Try it
Could you filter the records below and return each line that holds "node"?

Provided records
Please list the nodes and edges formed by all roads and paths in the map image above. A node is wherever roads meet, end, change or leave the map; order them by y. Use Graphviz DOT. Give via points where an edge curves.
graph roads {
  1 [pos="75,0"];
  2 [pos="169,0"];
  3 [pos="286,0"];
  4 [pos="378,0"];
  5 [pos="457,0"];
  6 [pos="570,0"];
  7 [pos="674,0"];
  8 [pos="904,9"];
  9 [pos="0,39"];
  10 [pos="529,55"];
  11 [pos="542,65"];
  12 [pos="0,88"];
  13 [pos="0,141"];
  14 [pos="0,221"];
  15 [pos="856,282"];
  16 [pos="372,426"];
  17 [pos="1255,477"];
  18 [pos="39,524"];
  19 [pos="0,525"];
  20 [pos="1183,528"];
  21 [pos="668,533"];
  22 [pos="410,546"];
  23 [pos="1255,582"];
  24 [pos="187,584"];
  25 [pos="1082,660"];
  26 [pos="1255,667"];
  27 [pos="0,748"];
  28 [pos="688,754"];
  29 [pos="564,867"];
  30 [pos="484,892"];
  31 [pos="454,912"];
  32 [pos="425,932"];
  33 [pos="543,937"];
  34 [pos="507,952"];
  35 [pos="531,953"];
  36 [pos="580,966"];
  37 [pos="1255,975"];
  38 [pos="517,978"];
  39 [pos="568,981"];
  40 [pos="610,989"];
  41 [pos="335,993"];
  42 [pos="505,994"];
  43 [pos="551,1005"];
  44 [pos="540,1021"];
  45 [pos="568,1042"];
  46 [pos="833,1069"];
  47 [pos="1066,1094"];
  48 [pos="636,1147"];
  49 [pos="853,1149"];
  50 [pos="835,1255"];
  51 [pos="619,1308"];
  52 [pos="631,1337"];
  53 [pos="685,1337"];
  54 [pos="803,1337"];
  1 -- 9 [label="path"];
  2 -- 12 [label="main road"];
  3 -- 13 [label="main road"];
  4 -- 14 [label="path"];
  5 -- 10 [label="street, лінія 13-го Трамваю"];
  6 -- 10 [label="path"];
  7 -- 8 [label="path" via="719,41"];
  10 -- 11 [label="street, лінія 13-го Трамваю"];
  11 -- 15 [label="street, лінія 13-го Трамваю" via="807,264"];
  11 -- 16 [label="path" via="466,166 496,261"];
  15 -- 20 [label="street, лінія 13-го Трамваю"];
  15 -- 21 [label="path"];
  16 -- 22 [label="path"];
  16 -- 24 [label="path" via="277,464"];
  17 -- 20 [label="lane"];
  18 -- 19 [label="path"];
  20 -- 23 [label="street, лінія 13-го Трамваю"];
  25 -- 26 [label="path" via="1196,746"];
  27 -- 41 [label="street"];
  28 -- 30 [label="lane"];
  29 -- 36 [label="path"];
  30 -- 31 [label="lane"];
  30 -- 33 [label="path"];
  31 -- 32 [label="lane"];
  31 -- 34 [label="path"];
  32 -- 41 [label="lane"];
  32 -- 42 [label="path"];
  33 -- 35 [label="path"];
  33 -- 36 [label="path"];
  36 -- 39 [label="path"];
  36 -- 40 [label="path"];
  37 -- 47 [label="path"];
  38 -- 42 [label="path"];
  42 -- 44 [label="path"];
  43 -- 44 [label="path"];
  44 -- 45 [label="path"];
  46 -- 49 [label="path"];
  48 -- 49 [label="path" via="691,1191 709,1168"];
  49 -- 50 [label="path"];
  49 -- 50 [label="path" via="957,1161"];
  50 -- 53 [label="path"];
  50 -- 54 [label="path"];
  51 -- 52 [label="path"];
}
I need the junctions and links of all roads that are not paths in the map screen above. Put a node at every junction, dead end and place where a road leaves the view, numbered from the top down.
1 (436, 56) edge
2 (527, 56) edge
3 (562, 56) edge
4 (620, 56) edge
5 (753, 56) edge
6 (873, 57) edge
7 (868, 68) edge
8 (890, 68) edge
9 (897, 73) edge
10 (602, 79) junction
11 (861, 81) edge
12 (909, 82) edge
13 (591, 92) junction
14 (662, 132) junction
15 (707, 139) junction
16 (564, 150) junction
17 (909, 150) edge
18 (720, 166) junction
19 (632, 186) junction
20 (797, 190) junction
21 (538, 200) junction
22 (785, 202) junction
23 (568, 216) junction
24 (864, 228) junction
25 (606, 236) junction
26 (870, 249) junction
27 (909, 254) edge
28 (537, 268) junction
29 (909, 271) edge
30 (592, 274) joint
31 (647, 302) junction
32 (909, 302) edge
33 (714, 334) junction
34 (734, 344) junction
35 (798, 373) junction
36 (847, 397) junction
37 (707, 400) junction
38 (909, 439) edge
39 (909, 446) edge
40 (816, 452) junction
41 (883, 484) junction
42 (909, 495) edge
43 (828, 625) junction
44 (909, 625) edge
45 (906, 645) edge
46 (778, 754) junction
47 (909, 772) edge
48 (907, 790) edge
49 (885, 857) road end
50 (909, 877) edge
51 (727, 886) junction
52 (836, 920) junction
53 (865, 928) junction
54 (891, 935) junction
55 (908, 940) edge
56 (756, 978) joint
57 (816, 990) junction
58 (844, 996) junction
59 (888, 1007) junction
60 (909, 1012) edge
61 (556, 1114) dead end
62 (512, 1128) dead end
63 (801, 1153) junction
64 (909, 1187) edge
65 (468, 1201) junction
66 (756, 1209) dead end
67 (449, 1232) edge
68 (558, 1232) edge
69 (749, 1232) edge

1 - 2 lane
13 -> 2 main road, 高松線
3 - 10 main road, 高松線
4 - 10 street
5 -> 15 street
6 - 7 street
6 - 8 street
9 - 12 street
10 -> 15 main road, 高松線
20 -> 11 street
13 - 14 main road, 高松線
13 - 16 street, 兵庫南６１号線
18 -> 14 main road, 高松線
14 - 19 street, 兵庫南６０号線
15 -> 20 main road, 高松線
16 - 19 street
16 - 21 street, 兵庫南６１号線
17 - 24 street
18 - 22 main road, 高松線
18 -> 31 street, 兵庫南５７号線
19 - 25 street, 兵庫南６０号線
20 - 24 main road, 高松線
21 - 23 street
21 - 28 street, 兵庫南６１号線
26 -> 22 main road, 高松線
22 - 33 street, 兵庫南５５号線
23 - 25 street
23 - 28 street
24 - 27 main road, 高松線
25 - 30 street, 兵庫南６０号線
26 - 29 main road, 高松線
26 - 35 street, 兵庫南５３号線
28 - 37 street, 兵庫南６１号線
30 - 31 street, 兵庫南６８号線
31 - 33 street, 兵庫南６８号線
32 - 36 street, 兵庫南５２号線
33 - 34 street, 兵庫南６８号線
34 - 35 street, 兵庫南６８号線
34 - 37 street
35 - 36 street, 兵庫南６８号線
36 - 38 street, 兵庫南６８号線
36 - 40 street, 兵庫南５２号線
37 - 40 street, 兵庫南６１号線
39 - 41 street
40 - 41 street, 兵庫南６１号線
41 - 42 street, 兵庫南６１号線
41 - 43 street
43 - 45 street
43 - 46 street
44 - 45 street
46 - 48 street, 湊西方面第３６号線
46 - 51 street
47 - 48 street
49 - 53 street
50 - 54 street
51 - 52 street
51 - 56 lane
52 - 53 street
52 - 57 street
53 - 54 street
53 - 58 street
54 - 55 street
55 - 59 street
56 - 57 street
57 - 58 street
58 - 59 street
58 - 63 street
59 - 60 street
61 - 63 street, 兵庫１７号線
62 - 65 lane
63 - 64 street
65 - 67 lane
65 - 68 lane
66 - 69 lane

Written solution
Please list the nodes and edges formed by all roads and paths in the map image above. A node is wherever roads meet, end, change or leave the map; order them by y. Use Graphviz DOT. Give via points where an edge curves.
I need the junctions and links of all roads that are not paths in the map screen above. Put a node at every junction, dead end and place where a road leaves the view, numbered from the top down.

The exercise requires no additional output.